This bulletin presents some ribbon blending tips to ensure long service life and produce consistent high quality blends.

Long-term relationship with your ribbon blender

Many solid-solid and liquid-solid applications rely on the ribbon blender for fast, straightforward and reliable mixing. The ribbon blender can achieve complete mixing in a short time - in many cases, 15 minutes or less - with little possibility of overmixing or unmixing, especially for ingredients with similar particle sizes and bulk densities. Operation is relatively easy and maintenance is minimal.

Indeed, a well-designed, well-specified ribbon blender operating under normal conditions can easily last 20, 30 years and beyond. To help ensure a long service life out of your capital investment and obtain high quality blends in every single batch, consider the following tips on ribbon blending.
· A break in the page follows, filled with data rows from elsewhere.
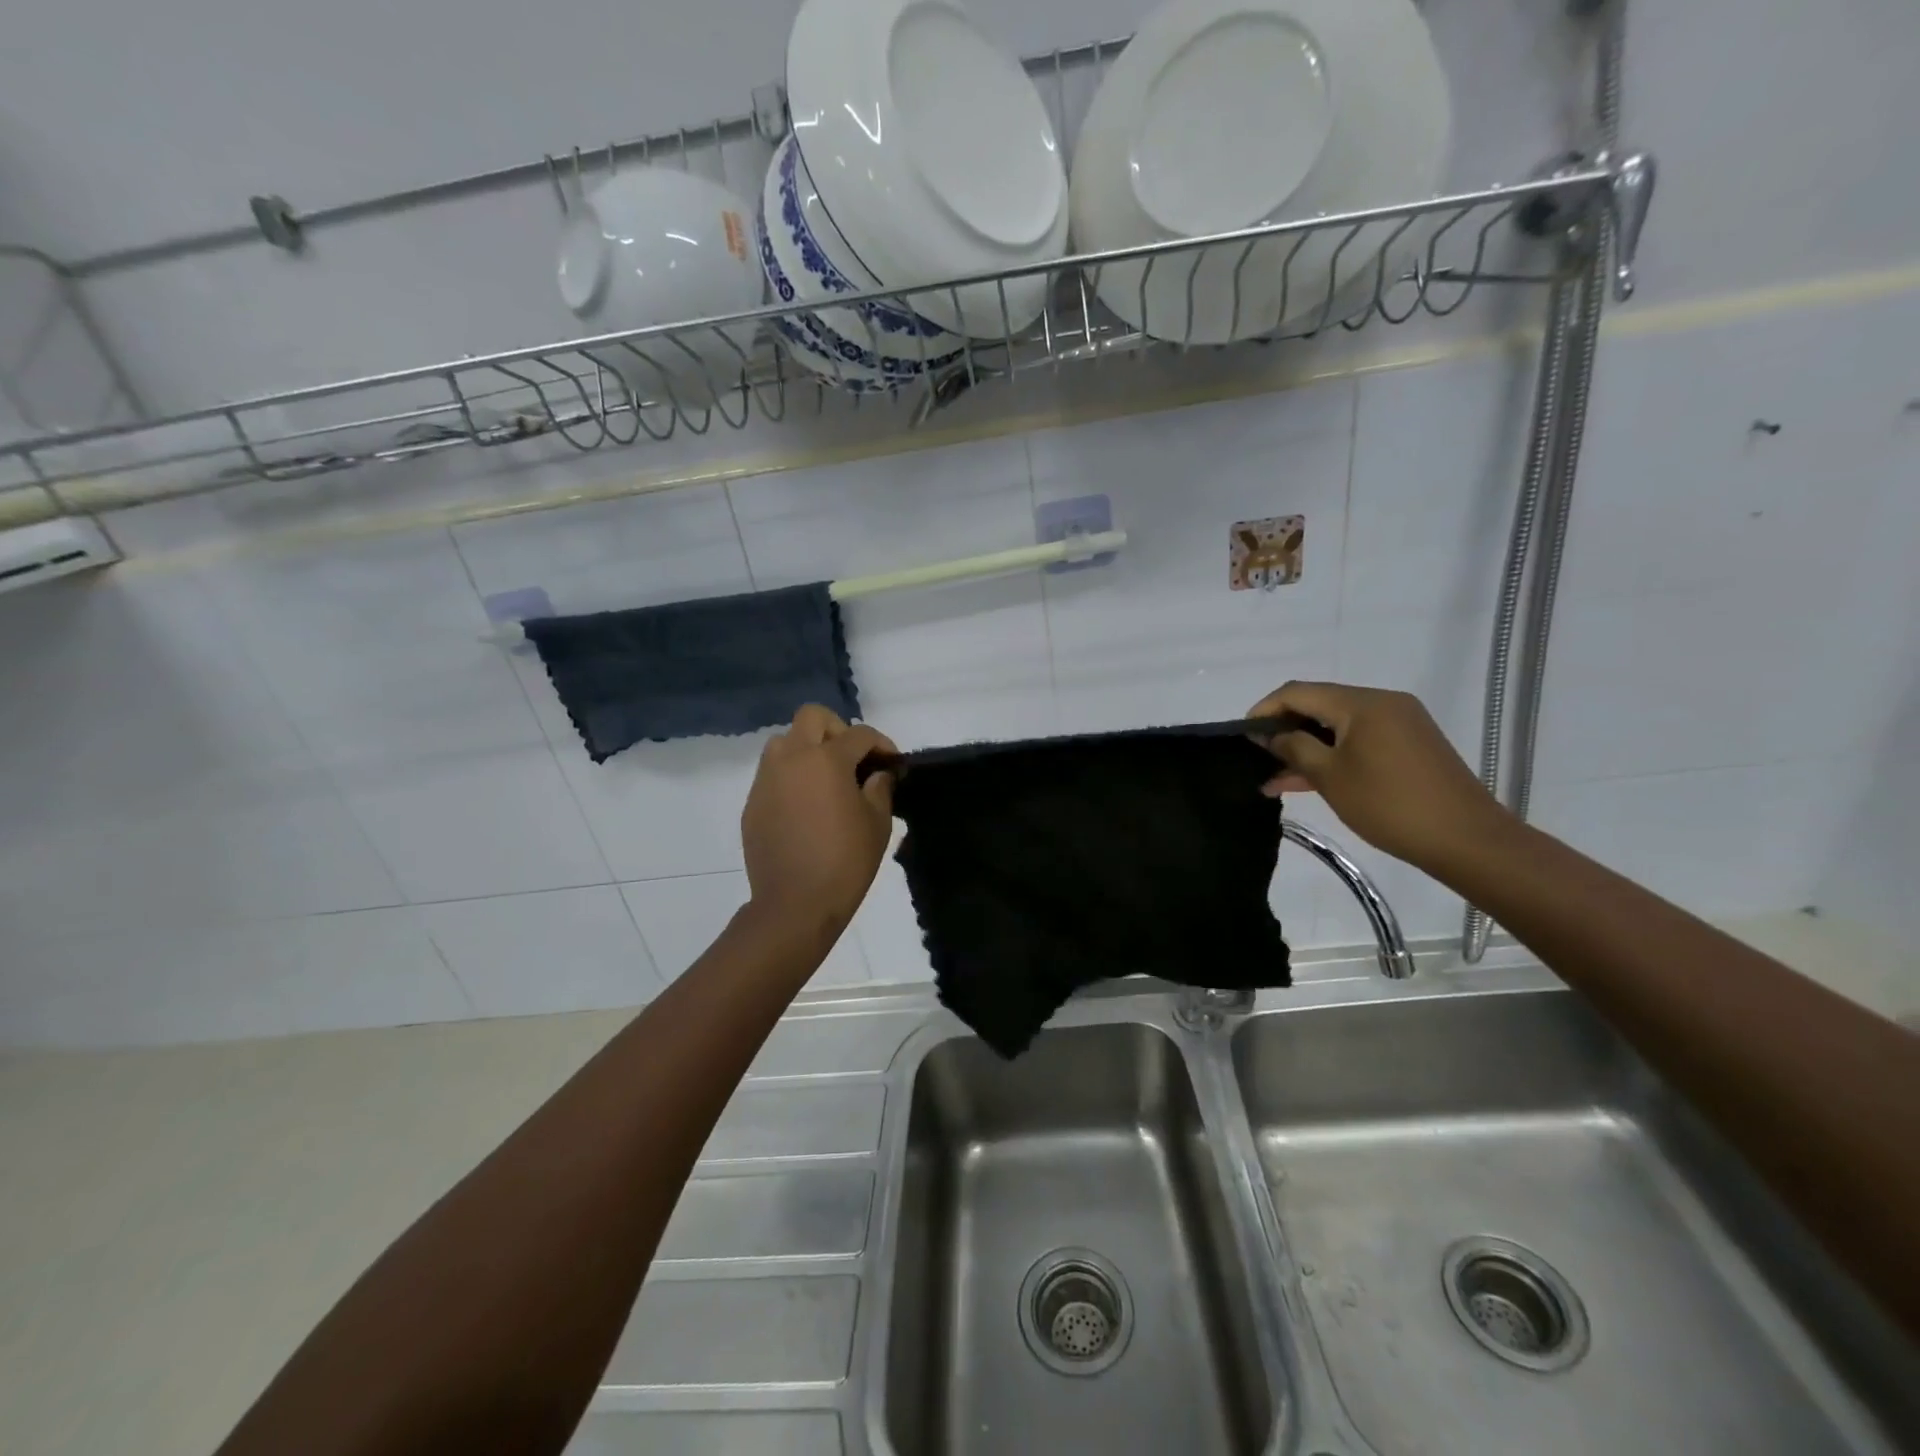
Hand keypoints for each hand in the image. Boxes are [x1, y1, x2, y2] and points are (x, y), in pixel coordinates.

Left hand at [741, 705, 897, 933]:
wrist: (795, 904)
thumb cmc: (846, 861)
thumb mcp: (877, 824)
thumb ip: (880, 789)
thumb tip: (878, 774)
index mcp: (826, 759)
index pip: (859, 734)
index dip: (881, 744)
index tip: (892, 762)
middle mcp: (791, 758)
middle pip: (812, 717)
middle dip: (838, 729)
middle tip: (853, 759)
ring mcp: (767, 780)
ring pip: (785, 742)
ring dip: (808, 749)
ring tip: (826, 779)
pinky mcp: (753, 803)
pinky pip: (772, 774)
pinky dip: (791, 777)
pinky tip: (806, 806)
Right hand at [1247, 681, 1511, 870]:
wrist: (1466, 839)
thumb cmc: (1390, 804)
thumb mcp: (1330, 776)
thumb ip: (1294, 748)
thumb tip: (1271, 735)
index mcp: (1362, 703)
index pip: (1298, 692)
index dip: (1265, 710)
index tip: (1242, 735)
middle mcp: (1382, 703)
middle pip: (1319, 704)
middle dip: (1285, 729)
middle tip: (1257, 757)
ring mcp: (1400, 723)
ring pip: (1338, 726)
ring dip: (1306, 747)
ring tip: (1274, 778)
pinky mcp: (1409, 745)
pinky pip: (1359, 740)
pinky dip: (1332, 755)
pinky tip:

Some do`s and don`ts to consider

• Do size your blender properly. The desired batch volume (not mass) determines the size of the ribbon blender but bulk density determines horsepower and if a standard or heavy-duty model is required. Industry-wide, most standard ribbon blenders can typically handle bulk densities of around 35 lb/cu ft. More robust blenders are available for products with higher bulk densities.
• Do not replace your existing ribbon blender`s motor with a larger one to handle a new higher-density formulation, at least not without consulting your blender manufacturer. The larger motor will not only increase the blender`s operating costs but can overpower the blender`s standard-duty agitator shaft and spokes. These components are typically designed to handle torque loading only up to a certain level and may bend, break, or fail mechanically when used with an oversized motor.
• Do use a variable frequency drive (VFD) to allow slow start under full load and protect the system against a spike in start-up torque. Electronic soft starters are also available but these allow only single speed operation during blending.
• Do not underfill your blender. Optimal mixing in a ribbon blender requires enough batch material - equivalent to at least 30-40% of the rated volumetric capacity. Working with smaller volumes, the blender fails to generate adequate contact between the agitator and the product.
• Do inform your blender supplier if you intend to remove the agitator after every batch. In most applications, there is no need to remove the agitator shaft when cleaning. However, some companies prefer to do so to eliminate cross-contamination of highly sensitive batches. To ensure proper alignment, simple customizations can be made, including match marks on the shaft flanges. More elaborate modifications allow operators to quickly raise the ribbon agitator out of the blender without moving the end shafts, bearings or seals.
• Do consider a paddle-style agitator instead of a ribbon if blending fragile materials. The ribbon agitator design inherently generates pinch points near the vessel walls wherein delicate product may be compressed or damaged due to high shear forces. The paddle agitator has less surface area at the periphery and imparts a gentler blending action.
• Do equip your ribbon blender with an extrusion screw if mixing thick pastes and other viscous applications. This screw enhances mixing and enables full discharge of the finished product.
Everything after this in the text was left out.